The page that you are currently viewing is for an old version of Stroom (7.1). The documentation for the latest version of Stroom (7.6) can be found using the version drop-down at the top of the screen or by clicking here.
Stroom Architecture
Overview
Stroom’s architecture varies, depending on largely the choice of deployment method. The types of deployment currently supported are:
- Traditional, bare-metal install without the use of containers
- Docker deployment
- Using Docker Compose with a Stroom stack and the stroom docker images.
- Using Kubernetes with the stroom docker images.
- A mixed deployment with some containers and some bare metal installations.

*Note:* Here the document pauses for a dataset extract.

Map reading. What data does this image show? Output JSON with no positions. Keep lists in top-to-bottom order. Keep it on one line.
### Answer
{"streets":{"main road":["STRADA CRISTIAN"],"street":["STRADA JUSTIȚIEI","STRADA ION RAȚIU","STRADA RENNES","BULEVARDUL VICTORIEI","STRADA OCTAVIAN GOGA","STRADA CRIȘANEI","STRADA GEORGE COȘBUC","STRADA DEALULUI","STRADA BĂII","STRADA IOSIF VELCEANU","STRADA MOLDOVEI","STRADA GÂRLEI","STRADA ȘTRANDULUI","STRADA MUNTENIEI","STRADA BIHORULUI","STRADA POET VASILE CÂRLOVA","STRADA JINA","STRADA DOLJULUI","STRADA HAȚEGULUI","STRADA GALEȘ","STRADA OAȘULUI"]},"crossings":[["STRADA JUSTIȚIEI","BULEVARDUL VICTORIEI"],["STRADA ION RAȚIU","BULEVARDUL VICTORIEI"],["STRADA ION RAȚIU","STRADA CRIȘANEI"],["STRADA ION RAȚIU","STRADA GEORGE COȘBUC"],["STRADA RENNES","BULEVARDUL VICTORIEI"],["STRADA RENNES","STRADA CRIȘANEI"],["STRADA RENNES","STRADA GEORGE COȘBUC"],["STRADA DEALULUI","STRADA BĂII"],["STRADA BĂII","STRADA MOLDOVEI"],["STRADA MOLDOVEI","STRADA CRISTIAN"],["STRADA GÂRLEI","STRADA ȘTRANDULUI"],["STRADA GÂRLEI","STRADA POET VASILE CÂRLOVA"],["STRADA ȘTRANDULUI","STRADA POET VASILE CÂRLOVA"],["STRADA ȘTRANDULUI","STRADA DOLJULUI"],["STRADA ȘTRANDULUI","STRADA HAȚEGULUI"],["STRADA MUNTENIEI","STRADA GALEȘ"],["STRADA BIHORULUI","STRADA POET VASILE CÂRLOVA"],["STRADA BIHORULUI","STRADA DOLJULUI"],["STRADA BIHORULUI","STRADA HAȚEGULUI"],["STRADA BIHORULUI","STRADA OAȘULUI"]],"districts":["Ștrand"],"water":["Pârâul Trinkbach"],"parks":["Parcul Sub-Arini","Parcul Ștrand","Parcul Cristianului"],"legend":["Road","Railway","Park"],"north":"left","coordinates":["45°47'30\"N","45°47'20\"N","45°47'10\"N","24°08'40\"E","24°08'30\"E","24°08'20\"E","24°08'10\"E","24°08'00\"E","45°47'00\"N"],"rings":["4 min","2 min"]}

An architecture diagram is included below, depicting a notional Stroom cluster consisting of two nodes. This represents a reference architecture and deployment for stroom but it is possible to deploy the various services in many different ways, e.g. using a different web server to Nginx or introducing hardware load balancers.
Changes from previous versions
Stroom v7 features a number of key changes to architecture compared to v5 and v6. They are:
- The authentication service is now integrated with the Stroom app as it was with v5, instead of in v6 where it existed as a separate microservice. There is now an option for Stroom to authenticate via an external sign-on provider, using the Open ID Connect (OIDC) Protocol.

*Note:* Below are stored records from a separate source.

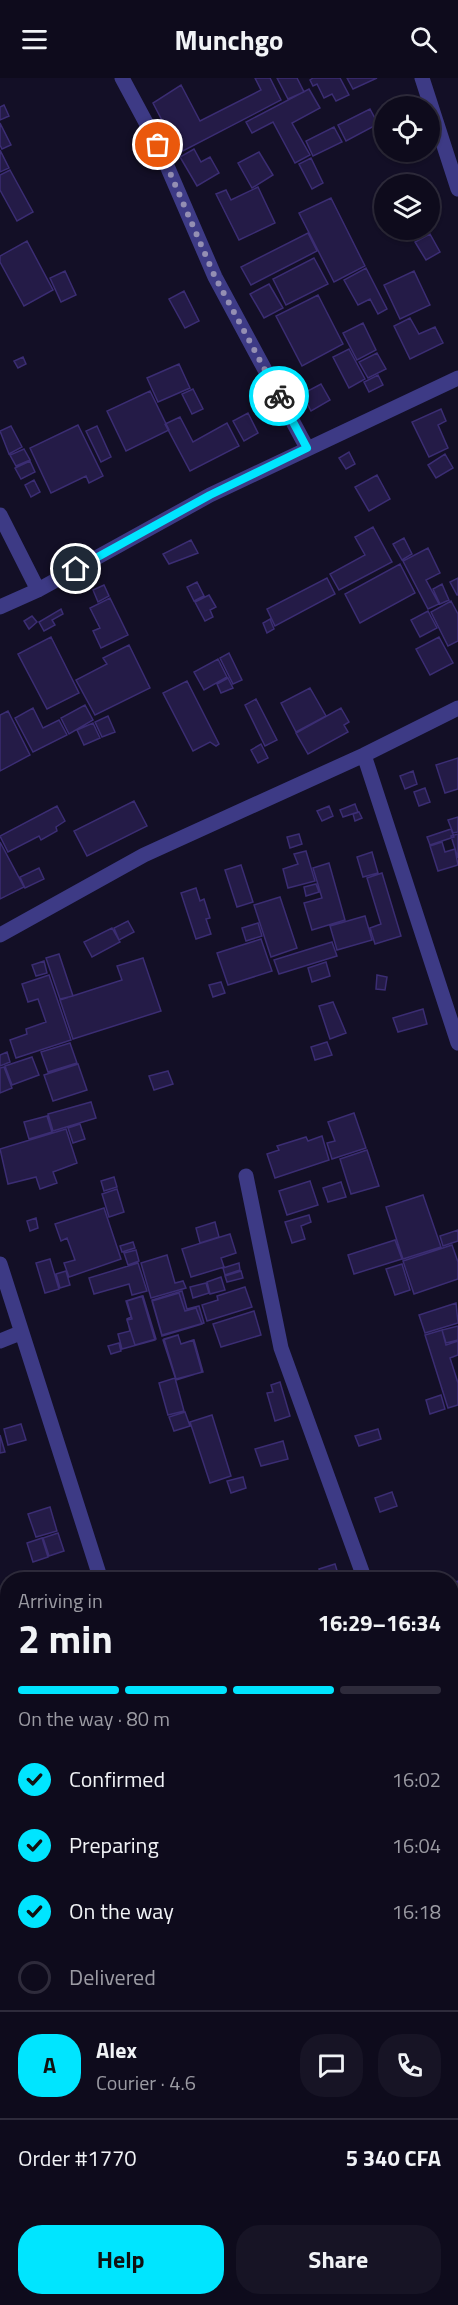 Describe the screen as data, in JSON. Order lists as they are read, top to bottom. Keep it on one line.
{"page":{"header":"Munchgo","heading":["2 min","Arriving in","16:29–16:34"],"panel":["Alex","Courier · 4.6","Order #1770","5 340 CFA"],"bar":"On the way · 80 m","list":[["Confirmed","16:02"],["Preparing","16:04"],["On the way","16:18"],"Delivered"],"round":"A","buttons":["Help","Share"]}} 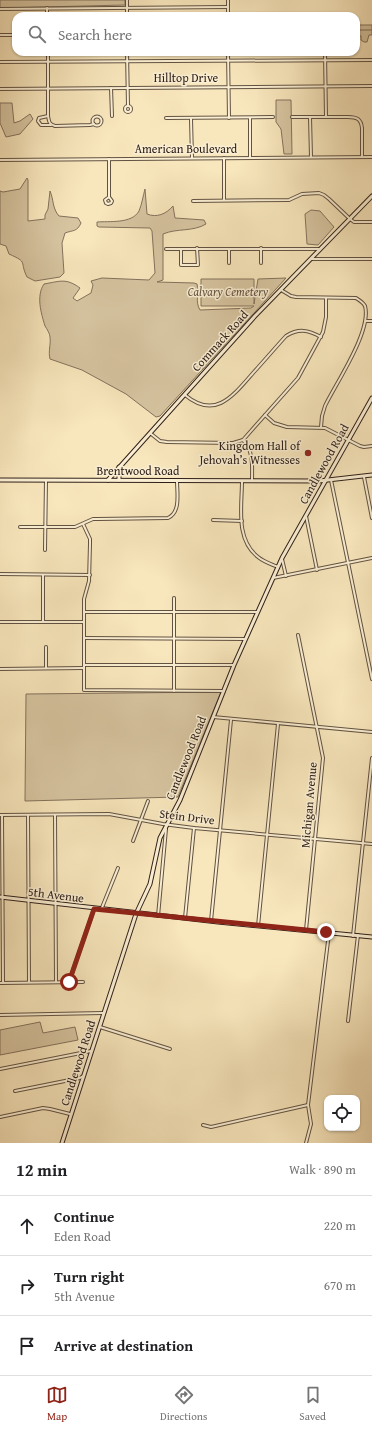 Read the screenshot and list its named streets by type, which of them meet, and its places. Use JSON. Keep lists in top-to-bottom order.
{
  "streets": {
    "street": [
      "Hilltop Drive",
      "American Boulevard",
      "Commack Road",
      "Candlewood Road",
      "Brentwood Road",
      "Michigan Avenue",
      "Stein Drive",
      "5th Avenue"
    ]
  },
  "crossings": [
    ["Commack Road", "Brentwood Road"],
    ["Candlewood Road", "Brentwood Road"],
    ["Candlewood Road", "Stein Drive"],
    ["Candlewood Road", "5th Avenue"],
    ["Michigan Avenue", "Stein Drive"],
    ["Michigan Avenue", "5th Avenue"]
  ],
  "parks": ["Calvary Cemetery"],
  "places": ["Kingdom Hall of Jehovah’s Witnesses"],
  "page": {
    "search": "Search here",
    "heading": ["12 min", "Walk · 890 m"],
    "list": [
      ["Continue", "Eden Road", "220 m"],
      ["Turn right", "5th Avenue", "670 m"],
      "Arrive at destination"
    ],
    "nav": ["Map", "Directions", "Saved"]
  }
}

- The API has been expanded and the local
stroom-proxy
now uses the API to query feed status, instead of querying MySQL directly.
Nginx
In a reference deployment Nginx is key to the whole architecture. It acts in the following capacities:
- A reverse proxy to abstract clients from the multiple service instances.

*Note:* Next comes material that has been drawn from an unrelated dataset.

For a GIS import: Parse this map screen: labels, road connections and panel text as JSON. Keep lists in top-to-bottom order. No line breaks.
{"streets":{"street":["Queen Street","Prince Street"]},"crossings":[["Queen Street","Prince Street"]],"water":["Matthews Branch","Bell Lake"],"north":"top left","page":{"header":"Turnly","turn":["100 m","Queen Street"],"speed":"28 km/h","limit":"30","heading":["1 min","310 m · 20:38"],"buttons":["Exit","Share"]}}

- An API gateway to route all service traffic.
- The termination point for client SSL traffic.
- A load balancer to balance the load across all the nodes.
Reverse Proxy
Nginx is used to reverse proxy all client connections (even those from within the estate) to the various services that sit behind it.
For example, a client request to https://nginx-host/stroom
will be reverse proxied to http://a-stroom-host:8080/stroom
.
Nginx is responsible for selecting the upstream server to reverse proxy to.
It is possible to use multiple instances of Nginx for redundancy or improved performance, however care needs to be taken to ensure all requests for a session go to the same Nginx instance, i.e. sticky sessions.
Some requests are stateful and some are stateless but the Nginx configuration will reverse proxy them accordingly.
API Gateway
Nginx is also used as an API gateway. This means all inter-service calls go via the Nginx gateway so each service only needs to know the location of the Nginx gateway. Nginx will then reverse proxy all requests to the appropriate instance of an upstream service.
The grey dashed lines on the diagram attempt to show the effective inter-service connections that are being made if you ignore the Nginx reverse proxying.
SSL Termination
All SSL termination is handled by Nginx. Nginx holds the server and certificate authority certificate and will authenticate the client requests if the client has a certificate. Any client certificate details will be passed on to the service that is being reverse proxied.
Physical Deployment
Single Node Docker Deployment
The simplest deployment of stroom is where all services are on a single host and each service runs in its own docker container. Such a deployment can be achieved by following these instructions.
The following diagram shows how a single node deployment would look.
Multi Node Mixed Deployment
The typical deployment for a large scale stroom is where stroom is run on multiple hosts to scale out the processing. In this deployment stroom and MySQL are run directly on the host OS, i.e. without docker. This approach was taken to gradually introduce docker into the stroom deployment strategies.
The following diagram shows how a multi node deployment would look.
Multi Node Docker Deployment
The aim in future is to run all services in docker in a multi node deployment. Such a deployment is still under development and will likely involve kubernetes for container orchestration.